▶ **Prompt**
Please find every line of the listing below where "Bathurst" occurs and copy it.

***** Recorded information *****

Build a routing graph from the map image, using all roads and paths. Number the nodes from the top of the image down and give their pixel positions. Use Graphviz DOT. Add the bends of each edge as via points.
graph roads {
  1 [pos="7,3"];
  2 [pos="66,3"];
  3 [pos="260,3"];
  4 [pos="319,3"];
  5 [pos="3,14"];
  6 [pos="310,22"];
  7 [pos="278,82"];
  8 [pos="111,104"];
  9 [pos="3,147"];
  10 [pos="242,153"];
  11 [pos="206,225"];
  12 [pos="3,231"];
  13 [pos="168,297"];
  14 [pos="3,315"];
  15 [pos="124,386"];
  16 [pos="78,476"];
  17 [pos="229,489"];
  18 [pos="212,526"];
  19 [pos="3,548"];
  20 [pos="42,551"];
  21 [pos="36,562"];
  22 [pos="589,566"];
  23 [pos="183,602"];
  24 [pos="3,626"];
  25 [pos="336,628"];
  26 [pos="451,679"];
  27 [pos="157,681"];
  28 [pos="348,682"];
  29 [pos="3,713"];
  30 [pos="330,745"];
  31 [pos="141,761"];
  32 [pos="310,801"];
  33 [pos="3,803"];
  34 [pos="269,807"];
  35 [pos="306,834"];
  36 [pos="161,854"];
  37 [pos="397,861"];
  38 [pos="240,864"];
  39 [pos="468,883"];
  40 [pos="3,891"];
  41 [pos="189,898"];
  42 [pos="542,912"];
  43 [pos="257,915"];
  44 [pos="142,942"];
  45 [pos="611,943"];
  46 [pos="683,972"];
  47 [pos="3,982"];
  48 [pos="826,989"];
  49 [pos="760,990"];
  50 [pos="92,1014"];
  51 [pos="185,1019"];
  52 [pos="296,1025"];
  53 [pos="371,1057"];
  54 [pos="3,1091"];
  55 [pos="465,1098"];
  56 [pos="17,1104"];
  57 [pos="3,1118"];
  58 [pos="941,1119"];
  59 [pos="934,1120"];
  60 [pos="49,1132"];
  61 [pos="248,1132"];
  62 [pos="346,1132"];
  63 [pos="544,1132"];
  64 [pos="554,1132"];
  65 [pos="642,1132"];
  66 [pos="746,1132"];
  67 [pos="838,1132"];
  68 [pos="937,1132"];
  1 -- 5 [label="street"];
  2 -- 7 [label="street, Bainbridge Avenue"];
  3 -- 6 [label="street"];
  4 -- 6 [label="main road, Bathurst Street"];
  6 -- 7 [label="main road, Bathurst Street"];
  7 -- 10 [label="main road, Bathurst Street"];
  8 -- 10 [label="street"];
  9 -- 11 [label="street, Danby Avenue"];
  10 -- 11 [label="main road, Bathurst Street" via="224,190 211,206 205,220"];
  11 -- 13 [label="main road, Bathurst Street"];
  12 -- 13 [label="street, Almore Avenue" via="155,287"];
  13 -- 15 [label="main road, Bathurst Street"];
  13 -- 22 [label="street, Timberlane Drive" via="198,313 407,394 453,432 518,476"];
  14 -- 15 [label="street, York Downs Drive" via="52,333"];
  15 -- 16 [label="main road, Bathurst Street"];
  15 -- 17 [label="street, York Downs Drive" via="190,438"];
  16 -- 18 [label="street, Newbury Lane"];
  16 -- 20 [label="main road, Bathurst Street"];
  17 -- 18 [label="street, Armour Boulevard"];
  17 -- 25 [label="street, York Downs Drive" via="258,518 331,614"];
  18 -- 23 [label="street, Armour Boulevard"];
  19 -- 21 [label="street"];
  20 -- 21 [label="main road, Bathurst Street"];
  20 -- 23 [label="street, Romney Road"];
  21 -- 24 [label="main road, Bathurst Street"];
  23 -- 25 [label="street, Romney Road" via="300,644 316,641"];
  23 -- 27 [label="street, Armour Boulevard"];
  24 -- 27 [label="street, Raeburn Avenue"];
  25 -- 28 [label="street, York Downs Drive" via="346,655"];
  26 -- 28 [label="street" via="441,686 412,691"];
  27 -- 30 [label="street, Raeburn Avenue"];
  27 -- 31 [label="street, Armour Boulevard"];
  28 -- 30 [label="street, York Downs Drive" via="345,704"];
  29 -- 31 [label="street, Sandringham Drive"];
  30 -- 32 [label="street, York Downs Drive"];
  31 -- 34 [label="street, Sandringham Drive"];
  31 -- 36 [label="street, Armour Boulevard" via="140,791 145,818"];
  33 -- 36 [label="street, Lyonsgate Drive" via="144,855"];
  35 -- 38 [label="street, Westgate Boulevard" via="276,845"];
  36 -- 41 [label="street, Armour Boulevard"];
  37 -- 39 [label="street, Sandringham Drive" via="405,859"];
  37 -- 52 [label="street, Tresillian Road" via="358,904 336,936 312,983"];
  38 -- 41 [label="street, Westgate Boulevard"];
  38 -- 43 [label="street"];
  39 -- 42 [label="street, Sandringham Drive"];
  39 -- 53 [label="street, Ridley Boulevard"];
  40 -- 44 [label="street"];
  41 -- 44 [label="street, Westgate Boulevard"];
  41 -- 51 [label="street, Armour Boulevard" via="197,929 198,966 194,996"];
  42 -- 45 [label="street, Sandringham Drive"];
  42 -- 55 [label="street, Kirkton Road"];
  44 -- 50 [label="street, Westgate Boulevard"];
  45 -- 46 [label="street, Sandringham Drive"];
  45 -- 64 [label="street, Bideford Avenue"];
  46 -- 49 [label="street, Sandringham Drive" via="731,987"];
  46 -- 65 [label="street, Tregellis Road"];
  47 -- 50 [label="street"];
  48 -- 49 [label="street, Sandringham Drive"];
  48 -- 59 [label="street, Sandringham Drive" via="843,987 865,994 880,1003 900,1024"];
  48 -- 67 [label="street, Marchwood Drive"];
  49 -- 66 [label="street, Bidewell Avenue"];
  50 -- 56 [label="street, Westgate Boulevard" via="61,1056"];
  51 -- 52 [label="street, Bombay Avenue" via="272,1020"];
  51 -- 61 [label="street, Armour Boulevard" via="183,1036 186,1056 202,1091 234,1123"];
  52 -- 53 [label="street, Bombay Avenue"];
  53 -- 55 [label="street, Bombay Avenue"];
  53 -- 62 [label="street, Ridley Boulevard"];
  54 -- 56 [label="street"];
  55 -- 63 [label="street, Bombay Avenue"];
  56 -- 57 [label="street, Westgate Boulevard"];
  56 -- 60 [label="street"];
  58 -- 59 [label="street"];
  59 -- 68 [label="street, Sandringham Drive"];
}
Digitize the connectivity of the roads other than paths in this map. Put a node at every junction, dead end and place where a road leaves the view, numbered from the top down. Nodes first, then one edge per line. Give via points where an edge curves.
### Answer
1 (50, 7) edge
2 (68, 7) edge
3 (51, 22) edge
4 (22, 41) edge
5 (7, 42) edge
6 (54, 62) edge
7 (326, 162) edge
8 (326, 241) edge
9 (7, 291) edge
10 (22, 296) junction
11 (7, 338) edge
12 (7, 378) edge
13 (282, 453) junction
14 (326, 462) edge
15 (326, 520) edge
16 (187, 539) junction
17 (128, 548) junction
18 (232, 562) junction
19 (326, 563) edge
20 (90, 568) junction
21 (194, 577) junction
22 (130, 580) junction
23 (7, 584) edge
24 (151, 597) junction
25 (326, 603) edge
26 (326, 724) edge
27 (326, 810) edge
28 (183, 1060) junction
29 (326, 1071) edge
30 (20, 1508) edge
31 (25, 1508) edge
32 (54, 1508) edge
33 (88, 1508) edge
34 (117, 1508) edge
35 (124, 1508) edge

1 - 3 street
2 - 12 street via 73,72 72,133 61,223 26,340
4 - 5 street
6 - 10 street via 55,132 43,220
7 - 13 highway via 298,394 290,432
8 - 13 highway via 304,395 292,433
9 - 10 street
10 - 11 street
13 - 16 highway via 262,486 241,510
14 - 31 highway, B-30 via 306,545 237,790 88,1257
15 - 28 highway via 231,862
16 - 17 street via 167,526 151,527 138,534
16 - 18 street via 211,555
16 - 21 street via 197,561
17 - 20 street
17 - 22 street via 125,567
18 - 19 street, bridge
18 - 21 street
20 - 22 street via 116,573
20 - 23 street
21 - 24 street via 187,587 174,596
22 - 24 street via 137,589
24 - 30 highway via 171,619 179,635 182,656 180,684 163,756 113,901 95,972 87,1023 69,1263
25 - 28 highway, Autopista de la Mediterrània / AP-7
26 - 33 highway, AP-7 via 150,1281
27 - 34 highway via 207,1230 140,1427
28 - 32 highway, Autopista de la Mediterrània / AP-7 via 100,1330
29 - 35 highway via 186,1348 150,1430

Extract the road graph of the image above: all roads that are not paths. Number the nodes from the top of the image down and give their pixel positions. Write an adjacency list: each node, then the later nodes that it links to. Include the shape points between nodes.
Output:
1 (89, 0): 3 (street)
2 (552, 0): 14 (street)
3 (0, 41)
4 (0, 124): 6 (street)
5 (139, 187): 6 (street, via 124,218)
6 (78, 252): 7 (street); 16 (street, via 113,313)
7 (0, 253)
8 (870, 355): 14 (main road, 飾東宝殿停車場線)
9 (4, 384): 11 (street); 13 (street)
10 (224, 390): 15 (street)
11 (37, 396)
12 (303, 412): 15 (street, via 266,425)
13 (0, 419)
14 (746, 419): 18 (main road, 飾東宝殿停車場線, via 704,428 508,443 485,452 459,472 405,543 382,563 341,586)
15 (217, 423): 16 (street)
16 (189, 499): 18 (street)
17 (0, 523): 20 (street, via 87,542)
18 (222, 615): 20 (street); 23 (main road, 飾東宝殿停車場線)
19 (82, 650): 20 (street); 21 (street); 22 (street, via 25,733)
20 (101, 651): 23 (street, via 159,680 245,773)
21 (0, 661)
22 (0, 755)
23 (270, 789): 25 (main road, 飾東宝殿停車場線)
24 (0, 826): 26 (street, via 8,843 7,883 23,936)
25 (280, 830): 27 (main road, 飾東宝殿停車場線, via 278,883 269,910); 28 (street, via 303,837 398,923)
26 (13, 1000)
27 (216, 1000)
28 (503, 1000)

*****

▶ **Reply to the exercise**
  4 -- 6 [label="main road, Bathurst Street"];
  6 -- 7 [label="main road, Bathurst Street"];
  7 -- 10 [label="main road, Bathurst Street"];
  10 -- 11 [label="main road, Bathurst Street" via="224,190 211,206 205,220"];
  11 -- 13 [label="main road, Bathurst Street"];
  13 -- 15 [label="main road, Bathurst Street"];
  15 -- 16 [label="main road, Bathurst Street"];
  16 -- 20 [label="main road, Bathurst Street"];
  20 -- 21 [label="main road, Bathurst Street"];
  21 -- 24 [label="main road, Bathurst Street"];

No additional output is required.